A pouco mais de um ano das eleições de 2026, a pré-temporada política no Ceará já começa a esboçar seus cenários. Um dos principais movimentos recentes foi a oficialização do retorno de Ciro Gomes ao PSDB, que aconteceu nesta quarta-feira (22). O ex-governador conta com o apoio de figuras influentes, como Tasso Jereissati, Roberto Cláudio, José Sarto e Capitão Wagner, além do prefeito de Juazeiro do Norte, Glêdson Bezerra, que, inclusive, é cotado por alguns como possível pré-candidato a vice-governador em uma chapa com Ciro.
Enquanto a oposição avançava com suas articulações, no mesmo dia, o secretário da Casa Civil, Chagas Vieira, publicou uma foto nas redes sociais exaltando as principais lideranças da base governista — entre elas, o governador Elmano de Freitas, o ministro da Educação Camilo Santana, o prefeito Evandro Leitão e o senador Cid Gomes. A mensagem foi interpretada como uma resposta simbólica às movimentações tucanas.

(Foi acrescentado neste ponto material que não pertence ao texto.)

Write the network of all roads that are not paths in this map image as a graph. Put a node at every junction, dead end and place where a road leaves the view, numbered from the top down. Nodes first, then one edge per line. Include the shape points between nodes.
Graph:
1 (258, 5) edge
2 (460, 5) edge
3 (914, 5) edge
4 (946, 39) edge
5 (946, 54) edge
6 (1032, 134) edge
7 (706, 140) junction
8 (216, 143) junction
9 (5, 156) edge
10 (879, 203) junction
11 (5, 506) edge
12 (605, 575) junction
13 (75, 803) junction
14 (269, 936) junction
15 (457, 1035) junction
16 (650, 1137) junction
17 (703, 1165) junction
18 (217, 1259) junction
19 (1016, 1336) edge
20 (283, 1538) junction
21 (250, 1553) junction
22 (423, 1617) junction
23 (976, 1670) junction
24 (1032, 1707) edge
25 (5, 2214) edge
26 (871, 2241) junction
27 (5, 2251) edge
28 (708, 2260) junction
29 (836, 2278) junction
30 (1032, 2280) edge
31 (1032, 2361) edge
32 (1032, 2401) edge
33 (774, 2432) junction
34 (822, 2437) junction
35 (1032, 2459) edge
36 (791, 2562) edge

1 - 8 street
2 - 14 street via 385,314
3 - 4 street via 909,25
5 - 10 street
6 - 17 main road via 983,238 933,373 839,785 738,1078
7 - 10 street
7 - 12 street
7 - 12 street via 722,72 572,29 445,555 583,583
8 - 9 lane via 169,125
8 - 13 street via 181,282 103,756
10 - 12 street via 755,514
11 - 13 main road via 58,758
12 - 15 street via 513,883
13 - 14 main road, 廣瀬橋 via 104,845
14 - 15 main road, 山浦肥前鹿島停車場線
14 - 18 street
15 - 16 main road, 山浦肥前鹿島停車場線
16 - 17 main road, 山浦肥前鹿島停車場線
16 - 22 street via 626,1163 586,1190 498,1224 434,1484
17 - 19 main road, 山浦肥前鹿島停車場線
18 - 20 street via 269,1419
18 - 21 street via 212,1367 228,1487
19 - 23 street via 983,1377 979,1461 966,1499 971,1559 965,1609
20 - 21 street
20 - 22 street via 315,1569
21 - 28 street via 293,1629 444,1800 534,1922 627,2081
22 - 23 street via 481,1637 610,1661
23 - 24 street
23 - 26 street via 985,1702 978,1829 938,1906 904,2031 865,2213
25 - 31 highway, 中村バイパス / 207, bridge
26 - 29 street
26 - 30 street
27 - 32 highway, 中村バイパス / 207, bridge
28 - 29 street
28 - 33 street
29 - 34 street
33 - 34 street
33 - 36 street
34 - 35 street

O gesto de Chagas Vieira foi visto como uma reafirmação da força do grupo petista no comando do Estado, que, desde 2023, tem à frente Elmano de Freitas, com Camilo Santana ocupando posição de destaque no governo federal.
Apesar de aparecer na foto, Cid Gomes, irmão de Ciro, adotou uma postura neutra ao comentar os movimentos políticos, afirmando que “cada um se filia ao partido que deseja”. Mesmo com essa neutralidade momentânea, há quem defenda a reeleição de Cid ao Senado como uma forma de fortalecer a chapa governista para as eleições de 2026.